AUTHOR=Xu Jiawen , Chen Xi , Xie Yanan , Wang Yi , Chen Shidong , Dong Qiang , Dong Yi , Fang Kun TITLE=Low-dose vs. standard-dose alteplase for Chinese patients with acute ischemic stroke: A propensity score analysis JOURNAL=Frontiers in Neurology VOLUME=14 YEAR=2023 URL=https://www.frontiersin.org/journals/neurology/articles/10.3389/fneur.2023.1120547 DOI=10.3389/fneur.2023.1120547 ISSN=1664-2295 ABSTRACT=Background and purpose

Previous studies have stimulated debates on low-dose alteplase administration in acute ischemic stroke (AIS) among the Asian population. We sought to evaluate the safety and efficacy of low-dose alteplase in Chinese patients with AIS using a real-world registry.

Methods

We analyzed data from the Shanghai Stroke Service System. Patients receiving alteplase intravenous thrombolysis within 4.5 hours were included. These patients were divided into the low-dose alteplase group (0.55–0.65 mg/kg) and the standard-dose alteplase group (0.85–0.95 mg/kg). Baseline imbalances were adjusted by using the propensity score matching. The primary outcome was mortality or disability, which was defined as the modified Rankin scale (mRS) score ranging from 2 to 6 at discharge.

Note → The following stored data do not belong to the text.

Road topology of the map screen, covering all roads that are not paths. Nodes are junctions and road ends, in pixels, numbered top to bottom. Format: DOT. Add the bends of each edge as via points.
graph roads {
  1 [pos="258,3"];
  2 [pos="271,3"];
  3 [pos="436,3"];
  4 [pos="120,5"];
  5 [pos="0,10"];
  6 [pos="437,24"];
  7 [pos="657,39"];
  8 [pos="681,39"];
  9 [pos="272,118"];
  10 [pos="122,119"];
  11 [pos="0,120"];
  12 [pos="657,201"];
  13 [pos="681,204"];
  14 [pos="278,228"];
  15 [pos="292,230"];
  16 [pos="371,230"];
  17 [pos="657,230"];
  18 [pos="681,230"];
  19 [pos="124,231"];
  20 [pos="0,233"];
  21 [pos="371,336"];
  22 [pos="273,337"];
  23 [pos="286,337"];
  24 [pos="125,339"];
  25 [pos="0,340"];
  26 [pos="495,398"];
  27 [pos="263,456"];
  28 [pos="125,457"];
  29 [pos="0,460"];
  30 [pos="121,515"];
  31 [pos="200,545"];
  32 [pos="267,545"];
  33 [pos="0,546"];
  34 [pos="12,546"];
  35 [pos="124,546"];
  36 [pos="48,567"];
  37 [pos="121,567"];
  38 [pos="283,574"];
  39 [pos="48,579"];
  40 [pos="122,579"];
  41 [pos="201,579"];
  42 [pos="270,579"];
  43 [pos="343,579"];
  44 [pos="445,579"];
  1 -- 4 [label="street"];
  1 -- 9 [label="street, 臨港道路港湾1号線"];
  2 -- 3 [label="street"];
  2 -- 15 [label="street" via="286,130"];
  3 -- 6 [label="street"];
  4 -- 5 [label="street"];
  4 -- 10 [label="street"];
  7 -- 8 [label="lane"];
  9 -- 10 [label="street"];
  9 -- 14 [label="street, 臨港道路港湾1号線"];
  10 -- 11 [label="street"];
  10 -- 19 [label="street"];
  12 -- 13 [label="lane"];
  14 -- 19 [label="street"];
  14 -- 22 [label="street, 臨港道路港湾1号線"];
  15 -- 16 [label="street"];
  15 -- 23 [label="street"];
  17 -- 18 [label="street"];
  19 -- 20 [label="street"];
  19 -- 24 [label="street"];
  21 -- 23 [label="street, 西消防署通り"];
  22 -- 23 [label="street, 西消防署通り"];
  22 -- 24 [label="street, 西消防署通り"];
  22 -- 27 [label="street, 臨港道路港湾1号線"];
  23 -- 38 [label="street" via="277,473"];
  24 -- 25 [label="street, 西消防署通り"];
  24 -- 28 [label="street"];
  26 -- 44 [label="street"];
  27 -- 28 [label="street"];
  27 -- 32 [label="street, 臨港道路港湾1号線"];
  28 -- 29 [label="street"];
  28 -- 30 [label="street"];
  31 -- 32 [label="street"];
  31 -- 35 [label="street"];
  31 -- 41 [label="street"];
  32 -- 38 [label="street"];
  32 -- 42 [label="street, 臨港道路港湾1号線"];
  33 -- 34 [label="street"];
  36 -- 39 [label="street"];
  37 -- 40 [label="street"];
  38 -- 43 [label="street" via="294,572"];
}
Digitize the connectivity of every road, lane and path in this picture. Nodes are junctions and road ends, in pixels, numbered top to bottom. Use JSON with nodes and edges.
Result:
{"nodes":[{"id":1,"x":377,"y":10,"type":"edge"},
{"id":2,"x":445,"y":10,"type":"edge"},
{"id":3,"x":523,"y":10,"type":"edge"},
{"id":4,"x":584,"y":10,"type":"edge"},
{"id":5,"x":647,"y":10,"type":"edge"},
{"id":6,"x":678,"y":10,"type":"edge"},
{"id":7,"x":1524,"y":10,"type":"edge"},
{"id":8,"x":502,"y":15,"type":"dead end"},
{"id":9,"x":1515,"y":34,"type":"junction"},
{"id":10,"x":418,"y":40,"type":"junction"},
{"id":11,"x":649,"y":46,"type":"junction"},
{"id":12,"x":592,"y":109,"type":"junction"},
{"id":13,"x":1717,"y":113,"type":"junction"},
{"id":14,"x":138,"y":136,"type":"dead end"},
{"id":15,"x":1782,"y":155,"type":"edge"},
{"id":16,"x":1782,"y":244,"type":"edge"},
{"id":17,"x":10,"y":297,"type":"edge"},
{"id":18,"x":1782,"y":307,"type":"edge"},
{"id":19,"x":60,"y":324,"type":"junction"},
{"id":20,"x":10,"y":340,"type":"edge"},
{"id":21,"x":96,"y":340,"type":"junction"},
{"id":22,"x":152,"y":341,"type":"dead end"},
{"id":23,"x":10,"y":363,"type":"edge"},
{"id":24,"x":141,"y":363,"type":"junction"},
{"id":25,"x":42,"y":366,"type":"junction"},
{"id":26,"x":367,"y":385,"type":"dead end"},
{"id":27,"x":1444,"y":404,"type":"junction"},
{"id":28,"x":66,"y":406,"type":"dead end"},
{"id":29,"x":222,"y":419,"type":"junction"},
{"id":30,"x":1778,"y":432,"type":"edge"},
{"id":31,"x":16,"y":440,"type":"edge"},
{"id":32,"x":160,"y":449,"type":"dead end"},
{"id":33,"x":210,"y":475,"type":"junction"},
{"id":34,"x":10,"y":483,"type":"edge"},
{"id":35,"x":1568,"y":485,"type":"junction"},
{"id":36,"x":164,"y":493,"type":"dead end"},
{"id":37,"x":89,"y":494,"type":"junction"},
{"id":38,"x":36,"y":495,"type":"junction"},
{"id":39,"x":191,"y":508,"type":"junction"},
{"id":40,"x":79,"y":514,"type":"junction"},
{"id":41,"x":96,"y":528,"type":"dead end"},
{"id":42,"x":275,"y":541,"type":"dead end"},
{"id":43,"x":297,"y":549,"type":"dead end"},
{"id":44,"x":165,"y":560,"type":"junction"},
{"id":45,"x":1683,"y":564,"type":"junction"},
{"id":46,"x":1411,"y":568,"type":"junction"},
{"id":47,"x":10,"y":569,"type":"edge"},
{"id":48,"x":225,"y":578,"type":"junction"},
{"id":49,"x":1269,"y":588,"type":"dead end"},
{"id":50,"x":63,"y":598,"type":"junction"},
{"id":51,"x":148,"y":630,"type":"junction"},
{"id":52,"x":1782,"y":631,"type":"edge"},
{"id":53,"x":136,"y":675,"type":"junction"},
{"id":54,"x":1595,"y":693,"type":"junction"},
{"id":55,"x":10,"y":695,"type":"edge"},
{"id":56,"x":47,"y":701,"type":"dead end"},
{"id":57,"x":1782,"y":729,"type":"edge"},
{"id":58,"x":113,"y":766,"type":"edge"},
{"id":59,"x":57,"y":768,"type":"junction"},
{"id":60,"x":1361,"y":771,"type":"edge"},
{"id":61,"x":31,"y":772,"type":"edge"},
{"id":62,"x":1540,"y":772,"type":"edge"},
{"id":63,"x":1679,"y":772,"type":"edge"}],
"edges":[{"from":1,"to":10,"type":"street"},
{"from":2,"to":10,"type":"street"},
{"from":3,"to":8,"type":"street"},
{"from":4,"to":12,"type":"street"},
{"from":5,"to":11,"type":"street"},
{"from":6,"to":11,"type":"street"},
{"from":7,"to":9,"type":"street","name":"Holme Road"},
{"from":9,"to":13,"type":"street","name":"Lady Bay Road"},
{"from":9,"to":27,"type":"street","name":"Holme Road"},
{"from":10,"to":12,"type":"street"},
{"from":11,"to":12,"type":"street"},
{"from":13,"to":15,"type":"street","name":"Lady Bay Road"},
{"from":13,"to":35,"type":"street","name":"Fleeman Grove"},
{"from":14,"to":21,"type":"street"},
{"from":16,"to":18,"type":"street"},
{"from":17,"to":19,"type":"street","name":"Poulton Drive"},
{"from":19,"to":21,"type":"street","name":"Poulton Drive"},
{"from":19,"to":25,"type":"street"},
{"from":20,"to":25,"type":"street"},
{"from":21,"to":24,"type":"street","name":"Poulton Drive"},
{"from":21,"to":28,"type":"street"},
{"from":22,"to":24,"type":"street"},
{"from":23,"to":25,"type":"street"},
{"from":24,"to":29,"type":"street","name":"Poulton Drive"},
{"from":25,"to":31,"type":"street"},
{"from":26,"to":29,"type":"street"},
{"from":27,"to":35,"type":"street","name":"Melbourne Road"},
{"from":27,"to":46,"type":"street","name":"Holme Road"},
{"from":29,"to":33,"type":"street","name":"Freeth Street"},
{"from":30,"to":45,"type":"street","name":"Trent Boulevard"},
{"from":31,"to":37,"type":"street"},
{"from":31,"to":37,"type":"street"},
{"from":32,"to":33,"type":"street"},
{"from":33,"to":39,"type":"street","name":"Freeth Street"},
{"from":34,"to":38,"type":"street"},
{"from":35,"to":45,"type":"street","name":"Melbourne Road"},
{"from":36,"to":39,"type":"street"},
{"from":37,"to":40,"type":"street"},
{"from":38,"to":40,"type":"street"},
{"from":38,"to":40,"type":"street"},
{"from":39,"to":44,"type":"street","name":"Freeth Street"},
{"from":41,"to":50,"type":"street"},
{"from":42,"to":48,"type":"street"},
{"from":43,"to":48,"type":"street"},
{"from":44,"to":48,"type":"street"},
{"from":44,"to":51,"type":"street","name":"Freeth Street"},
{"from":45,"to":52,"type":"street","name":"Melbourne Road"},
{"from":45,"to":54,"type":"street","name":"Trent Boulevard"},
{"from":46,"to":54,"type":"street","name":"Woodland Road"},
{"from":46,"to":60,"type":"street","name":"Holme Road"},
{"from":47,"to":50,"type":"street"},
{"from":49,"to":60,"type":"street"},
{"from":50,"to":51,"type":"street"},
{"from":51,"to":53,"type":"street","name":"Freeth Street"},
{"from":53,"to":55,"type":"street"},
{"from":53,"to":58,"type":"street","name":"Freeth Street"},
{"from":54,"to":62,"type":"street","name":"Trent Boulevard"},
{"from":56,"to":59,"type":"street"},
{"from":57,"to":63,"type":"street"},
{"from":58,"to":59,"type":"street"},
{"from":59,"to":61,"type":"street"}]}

The secondary outcomes were in-hospital mortality, symptomatic intracranial hemorrhage (sICH) and functional independence (mRS score 0–2).

Results

From January 2019 to December 2020, a total of 1,334 patients were enrolled and 368 (27.6%) were treated with low-dose alteplase. The median age of the patients was 71 years, and 38.8% were female. Our study showed that the low-dose group had significantly higher rates of death or disability (adjusted odds ratio (aOR) = 1.49, 95% confidence interval (CI) [1.12, 1.98]) and less functional independence (aOR = 0.71, 95%CI [0.52, 0.97]) than the standard-dose group. There was no significant difference in sICH or in-hospital mortality between the standard-dose and low-dose alteplase groups.

Conclusions

Low-dose alteplase was related to a poor functional outcome without lowering the risk of sICH, compared with standard-dose alteplase for AIS patients in China.